BEGIN
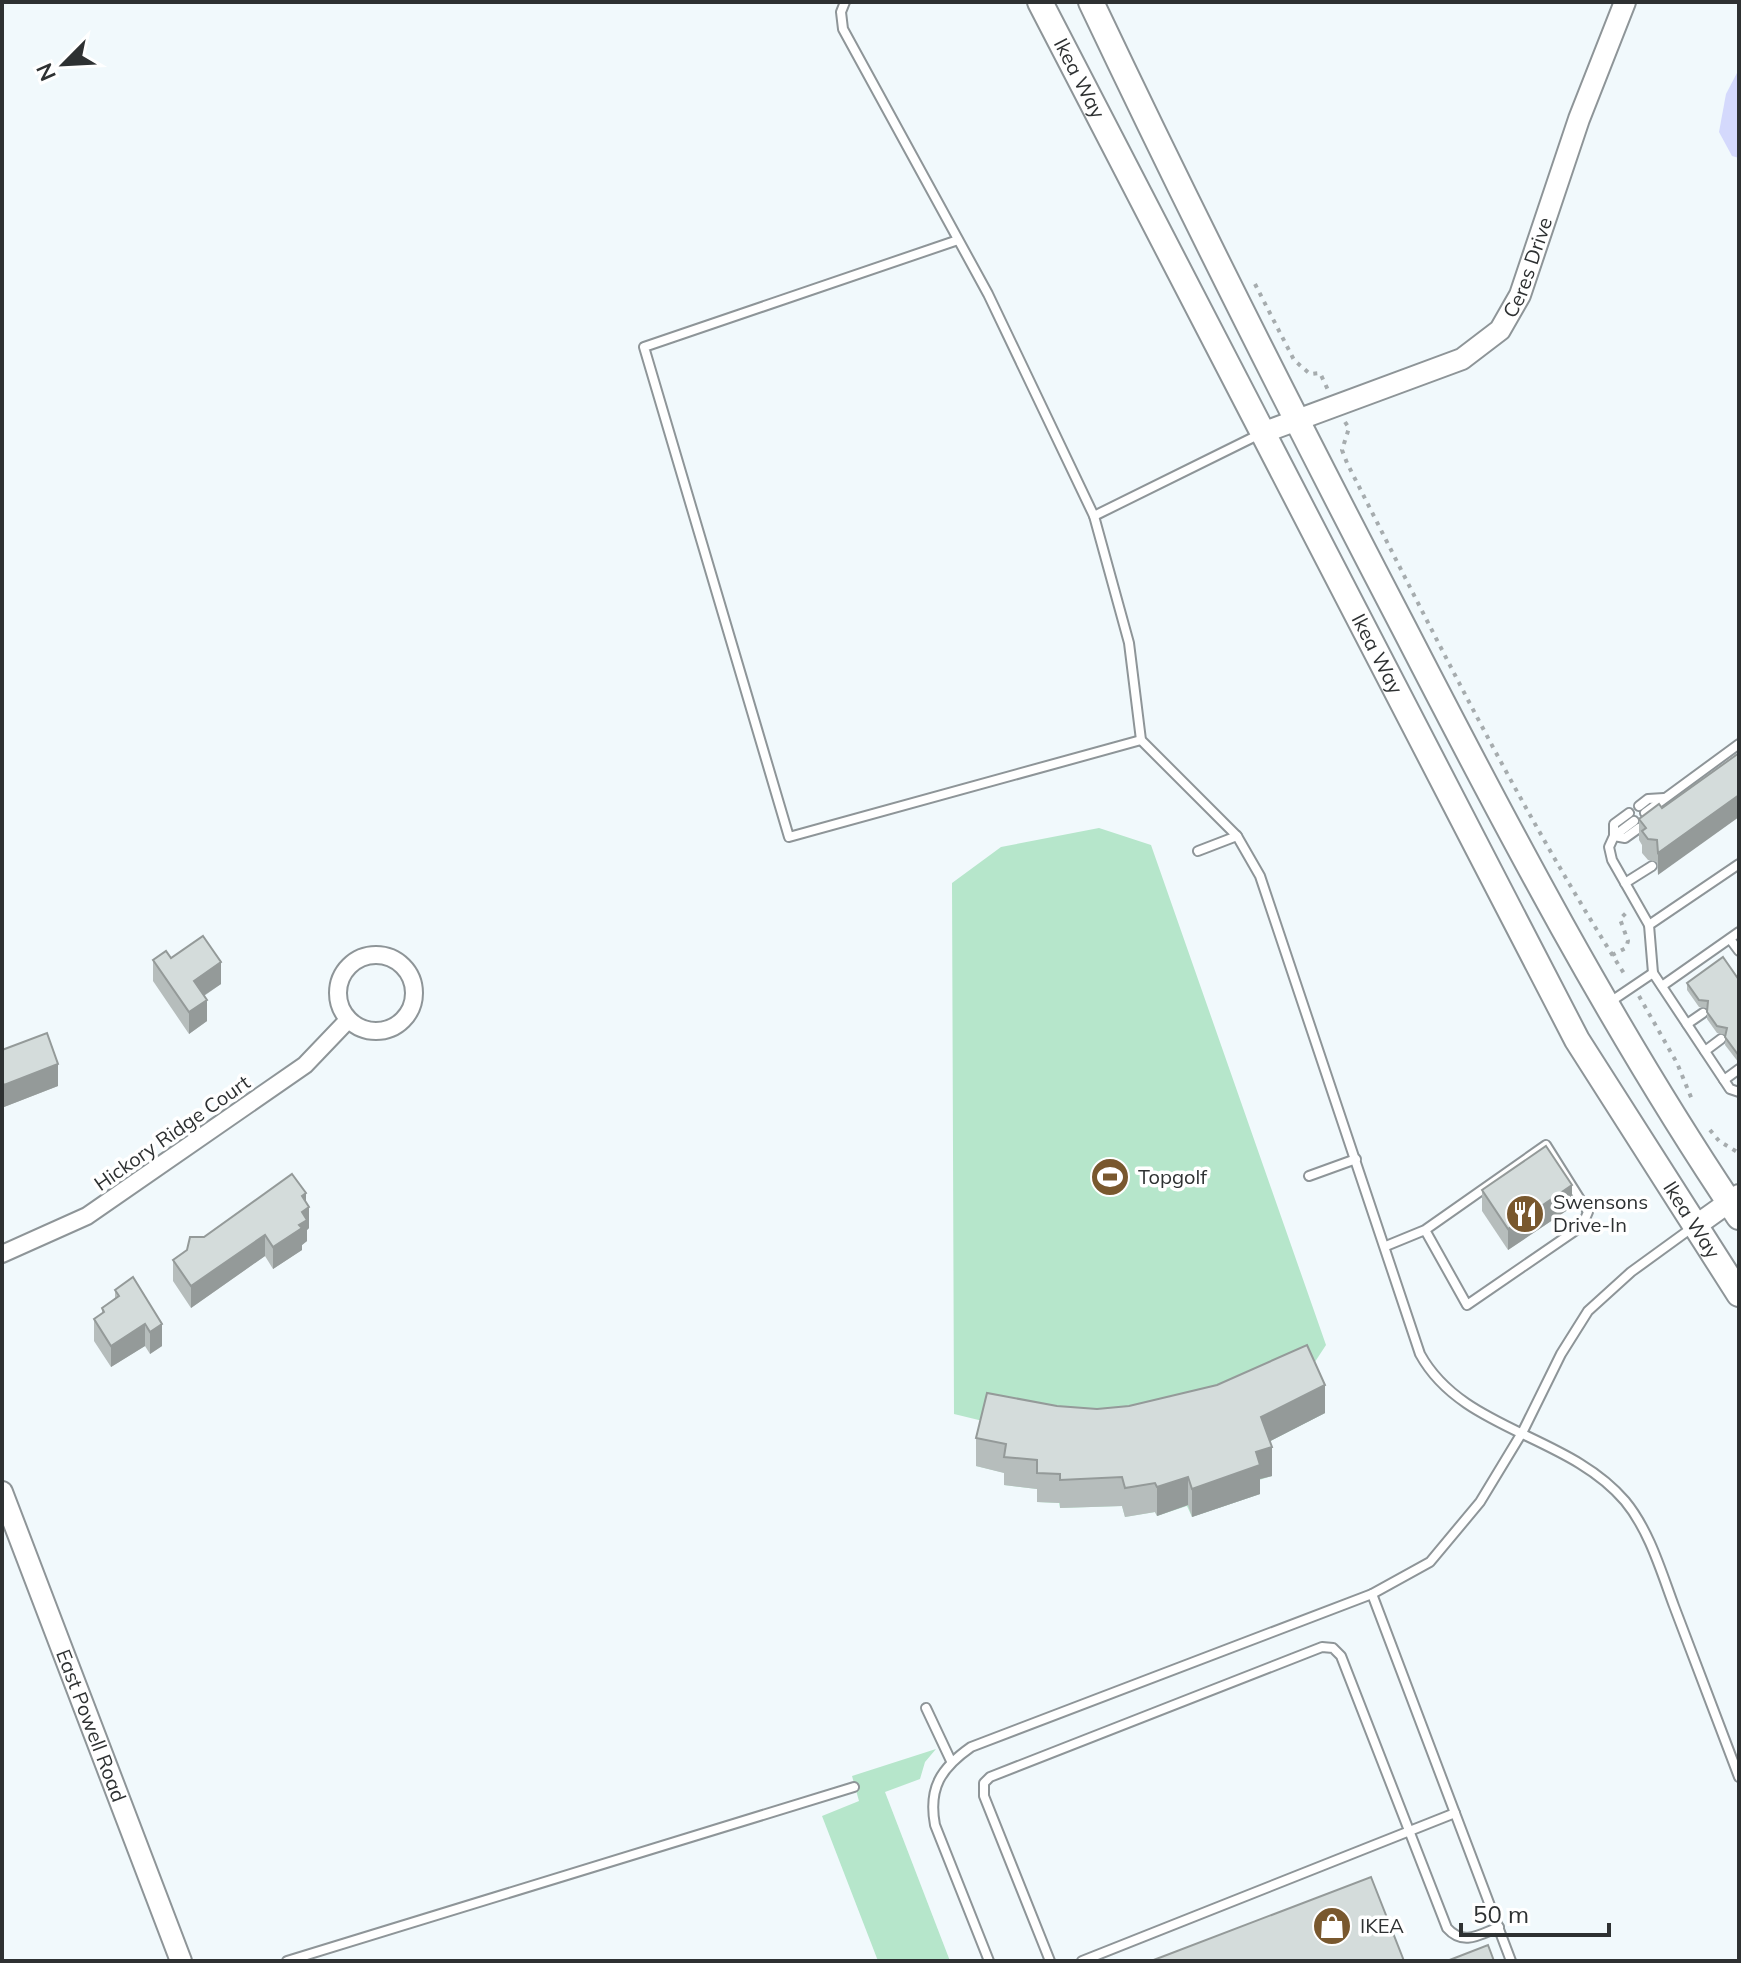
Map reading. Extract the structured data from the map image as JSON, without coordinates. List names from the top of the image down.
{
  "streets": {
    "main road": ["Ikea Way"],
    "street": ["Ceres Drive", "Hickory Ridge Court", "East Powell Road"]
  },
  "crossings": [
    ["Ikea Way", "Ceres Drive"]
  ],
  "places": {
    "sports": ["Topgolf"],
    "restaurant": ["Swensons Drive-In"],
    "shop": ["IKEA"]
  },
  "scale_bar": "50 m",
  "north": "bottom left"
}
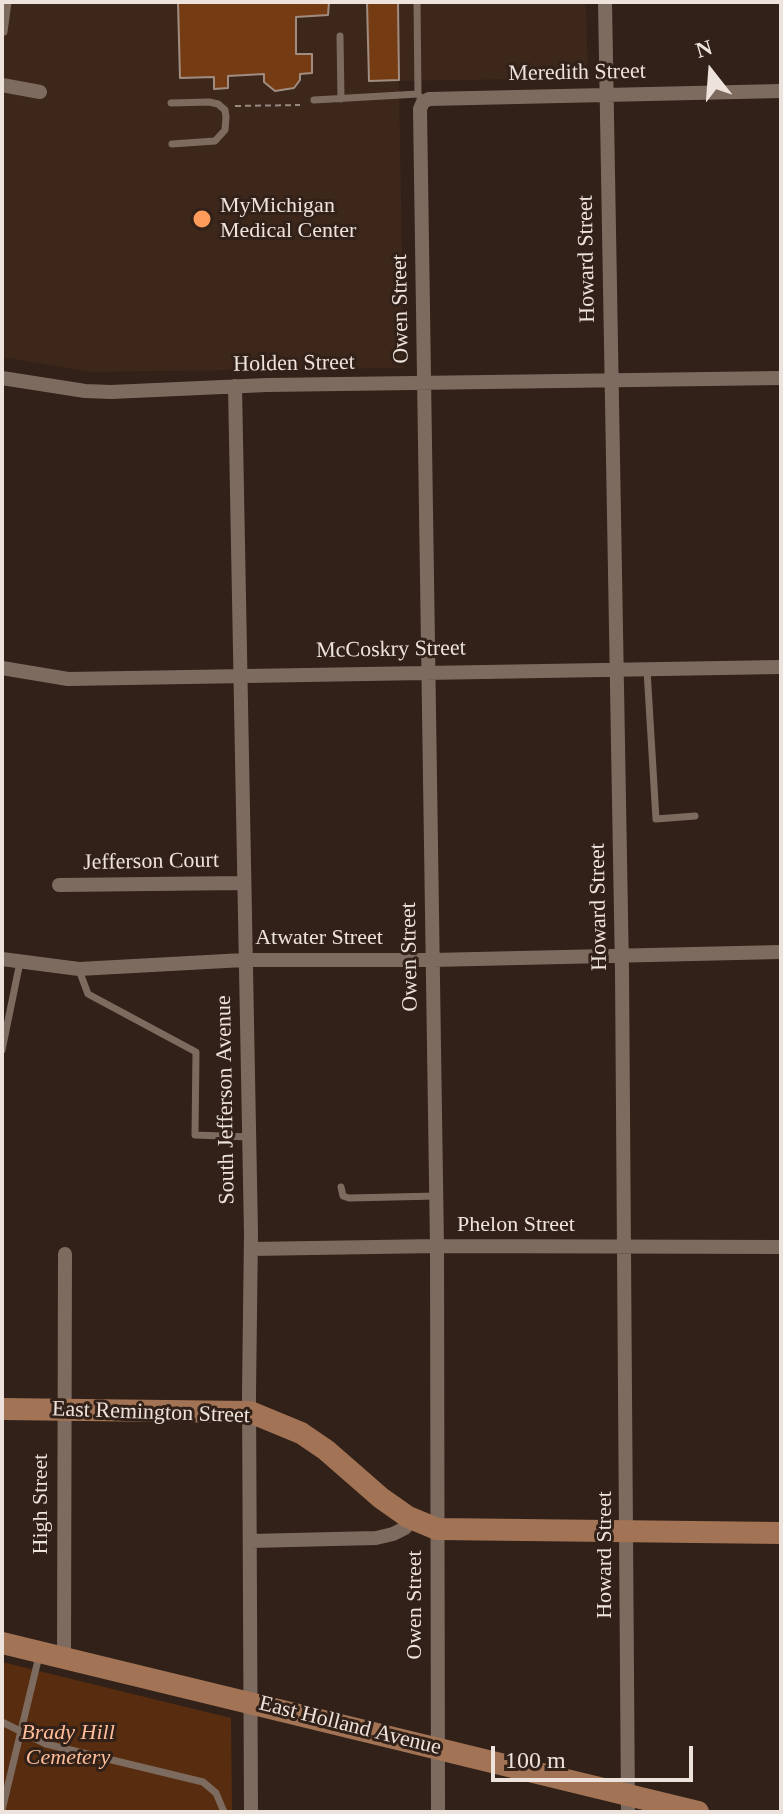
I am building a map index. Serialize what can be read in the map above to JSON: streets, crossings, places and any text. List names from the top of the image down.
{
  "streets": {
    "main road": ["East Remington Street", "East Holland Avenue"],
    "street": [
      "Meredith Street",
      "Howard Street",
      "Owen Street",
      "Holden Street",
      "McCoskry Street",
      "Jefferson Court",
      "Atwater Street",
      "South Jefferson Avenue",
      "Phelon Street",
      "High Street"
    ]
  },
  "crossings": [
    ["Meredith Street", "Howard Street"],
    ["Meredith Street", "Owen Street"],
    ["Howard Street", "Holden Street"],
    ["Howard Street", "McCoskry Street"],
    ["Howard Street", "Atwater Street"],
    ["Howard Street", "Phelon Street"],
    ["Howard Street", "East Remington Street"],
    ["Howard Street", "East Holland Avenue"],
    ["Owen Street", "Holden Street"],
    ["Owen Street", "McCoskry Street"],
    ["Owen Street", "Atwater Street"],
    ["Owen Street", "Phelon Street"],
    ["Owen Street", "East Remington Street"],
    ["Owen Street", "East Holland Avenue"],
    ["Holden Street", "South Jefferson Avenue"],
    ["McCoskry Street", "South Jefferson Avenue"],
    ["Jefferson Court", "South Jefferson Avenue"],
    ["Atwater Street", "South Jefferson Avenue"],
    ["South Jefferson Avenue", "Phelon Street"],
    ["South Jefferson Avenue", "East Remington Street"],
    ["South Jefferson Avenue", "East Holland Avenue"],
    ["East Remington Street", "High Street"],
    ["High Street", "East Holland Avenue"]
  ],
  "parks": ["Brady Hill Cemetery"],
  "places": ["MyMichigan Medical Center"],
  "scale_bar": "100 m",
  "north": "top"
}
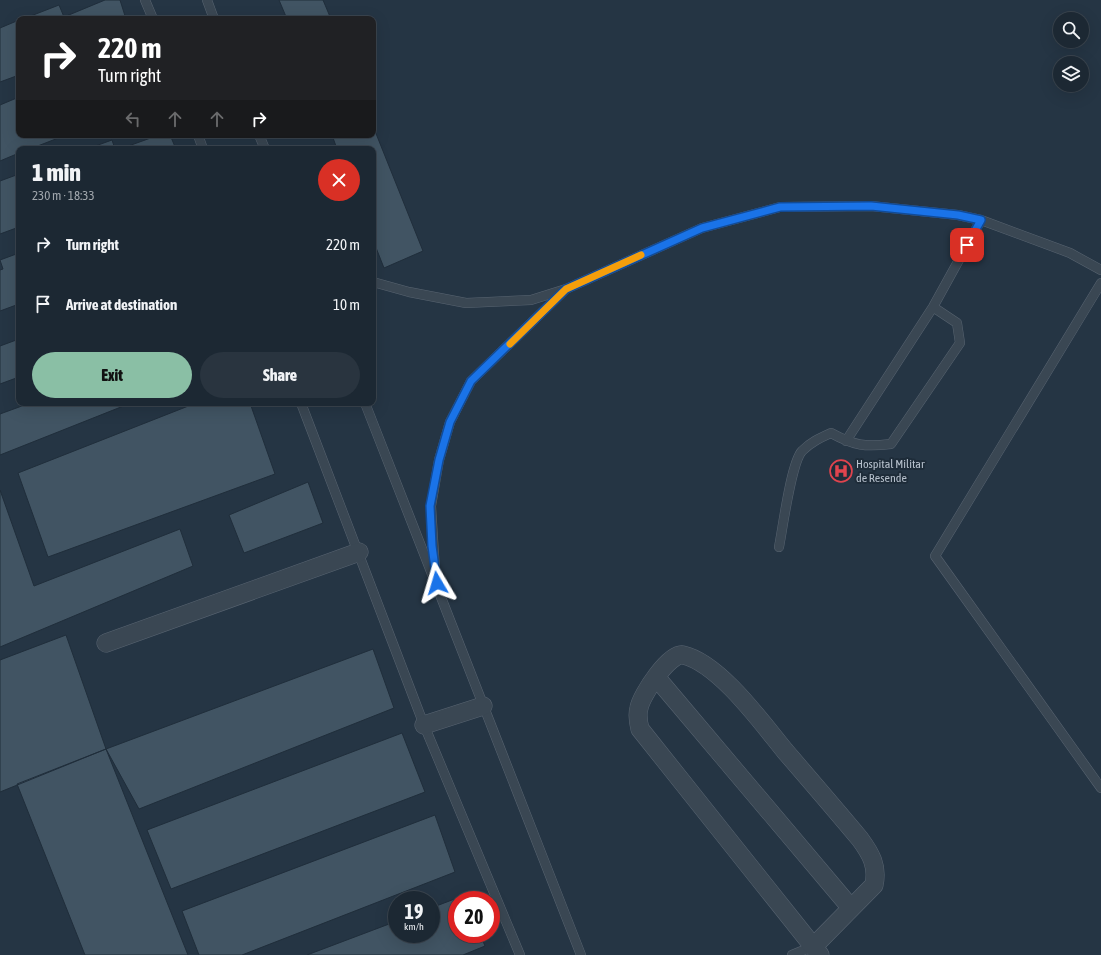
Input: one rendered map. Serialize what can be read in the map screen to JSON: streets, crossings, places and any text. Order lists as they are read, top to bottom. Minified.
{"places":{"hospital":["Hospital Militar de Resende"]},"page":{"turn":["220 m","Turn right"],"heading":["1 min","230 m · 18:33"],"list":[{"name":"Turn right","value":"220 m"},{"name":"Arrive at destination","value":"10 m"}],"buttons":["Exit","Share"],"speed":"19 km/h","limit":"20"}}
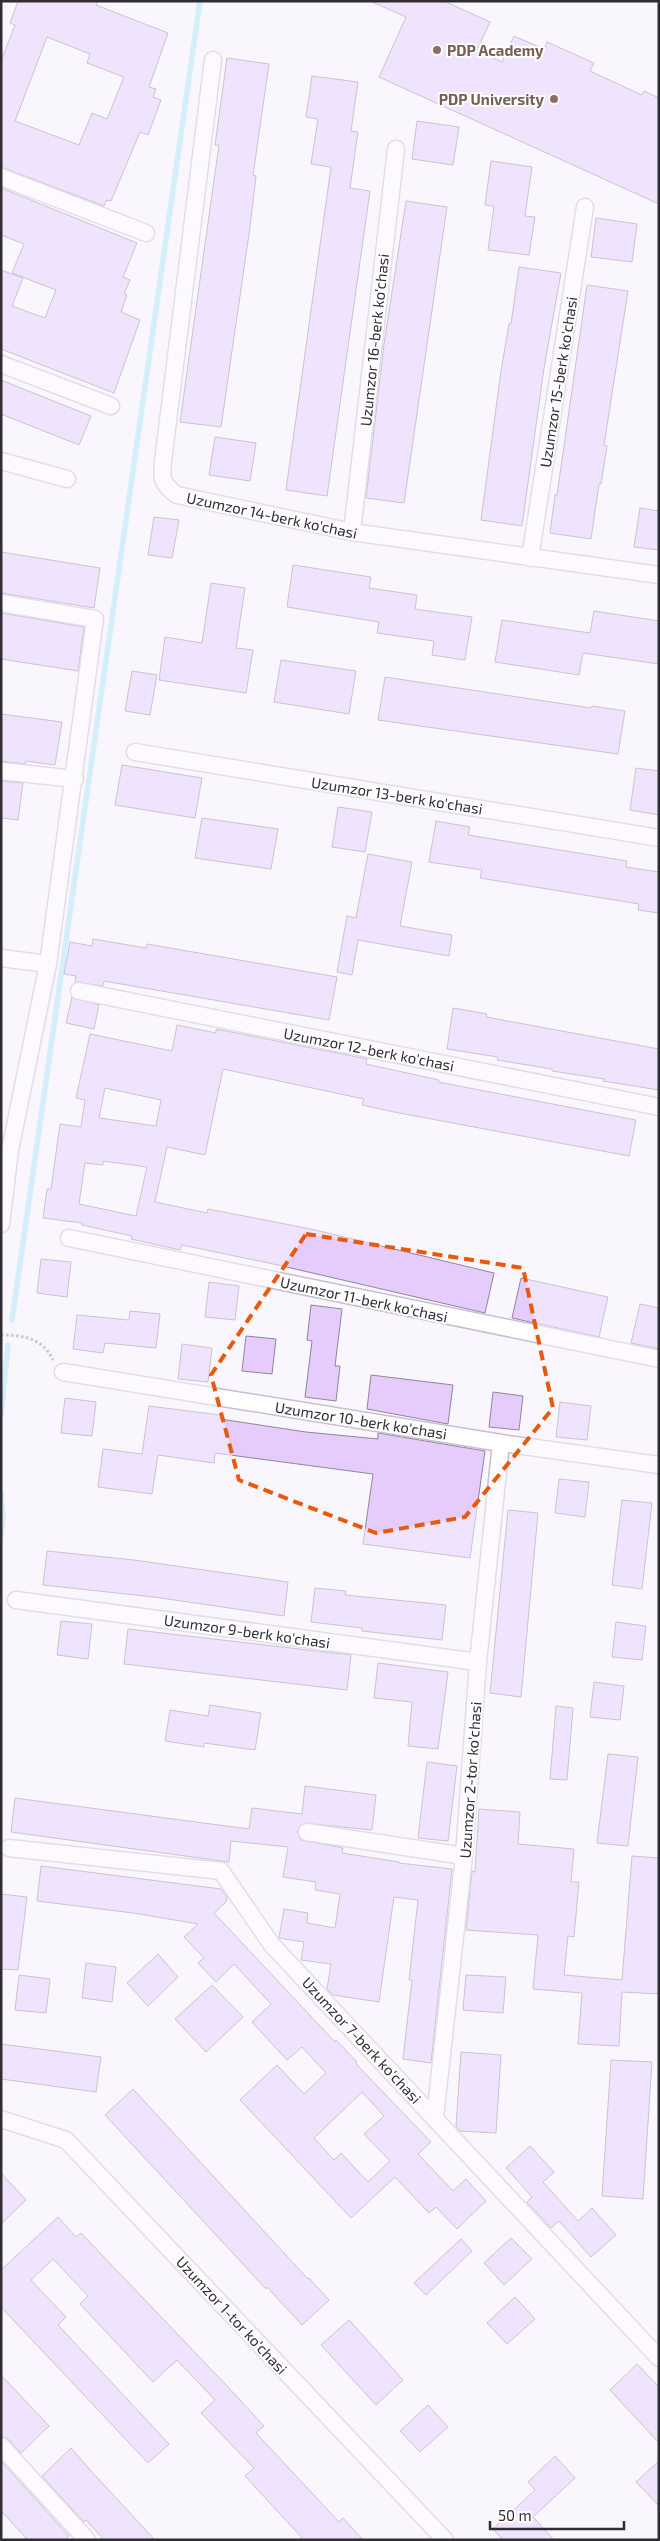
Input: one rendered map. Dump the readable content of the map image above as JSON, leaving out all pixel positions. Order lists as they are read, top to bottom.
{
  "streets": {
    "street": [
      "Uzumzor 16-berk ko'chasi",
      "Uzumzor 15-berk ko'chasi",
      "Uzumzor 14-berk ko'chasi",
      "Uzumzor 13-berk ko'chasi",
      "Uzumzor 12-berk ko'chasi",
      "Uzumzor 11-berk ko'chasi",
      "Uzumzor 10-berk ko'chasi",
      "Uzumzor 9-berk ko'chasi",
      "Uzumzor 2-tor ko'chasi",
      "Uzumzor 7-berk ko'chasi",
      "Uzumzor 1-tor ko‘chasi"
    ]
  },
  "crossings": [
    ["Uzumzor 16-berk ko'chasi", "Uzumzor 14-berk ko'chasi"],
    ["Uzumzor 15-berk ko'chasi", "Uzumzor 14-berk ko'chasi"],
    ["Uzumzor 10-berk ko'chasi", "Uzumzor 2-tor ko'chasi"],
    ["Uzumzor 9-berk ko'chasi", "Uzumzor 2-tor ko'chasi"],
    ["Uzumzor 2-tor ko'chasi", "Uzumzor 7-berk ko'chasi"]
  ],
  "places": ["PDP Academy", "PDP University"],
  "scale_bar": "50 m"
}
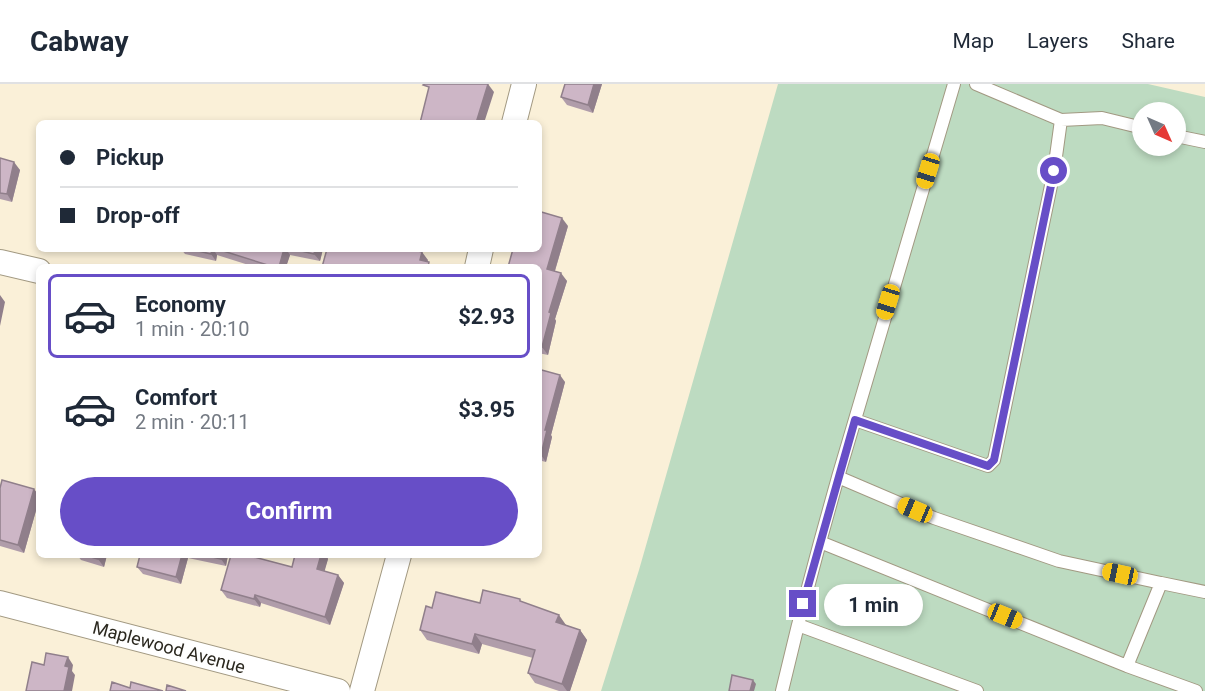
END
HOW TO COMPLETE THIS TASK
With the pictures excluded, restate word for word each line from the one that contains "Input: one rendered map. Serialize" through the last line of the listing above.

WRITTEN ANSWER
Input: one rendered map. Serialize what can be read in the map screen to JSON: streets, crossings, places and any text. Order lists as they are read, top to bottom. Minified.
{"places":{"hospital":["Hospital Militar de Resende"]},"page":{"turn":["220 m","Turn right"],"heading":["1 min","230 m · 18:33"],"list":[{"name":"Turn right","value":"220 m"},{"name":"Arrive at destination","value":"10 m"}],"buttons":["Exit","Share"],"speed":"19 km/h","limit":"20"}}
Input: one rendered map. Dump the readable content of the map image above as JSON, leaving out all pixel positions. Order lists as they are read, top to bottom.
{
  "streets": {
    "street": [
      "Uzumzor 16-berk ko'chasi",
      "Uzumzor 15-berk ko'chasi",
      "Uzumzor 14-berk ko'chasi",
      "Uzumzor 13-berk ko'chasi",
      "Uzumzor 12-berk ko'chasi",
      "Uzumzor 11-berk ko'chasi",
      "Uzumzor 10-berk ko'chasi",
      "Uzumzor 9-berk ko'chasi",
      "Uzumzor 2-tor ko'chasi",
      "Uzumzor 7-berk ko'chasi",
      "Uzumzor 1-tor ko‘chasi"
    ]
  },
  "crossings": [
    ["Uzumzor 16-berk ko'chasi", "Uzumzor 14-berk ko'chasi"],
    ["Uzumzor 15-berk ko'chasi", "Uzumzor 14-berk ko'chasi"],
    ["Uzumzor 10-berk ko'chasi", "Uzumzor 2-tor ko'chasi"],
    ["Uzumzor 9-berk ko'chasi", "Uzumzor 2-tor ko'chasi"],
    ["Uzumzor 2-tor ko'chasi", "Uzumzor 7-berk ko'chasi"]
  ],
  "places": ["PDP Academy", "PDP University"],
  "scale_bar": "50 m"
}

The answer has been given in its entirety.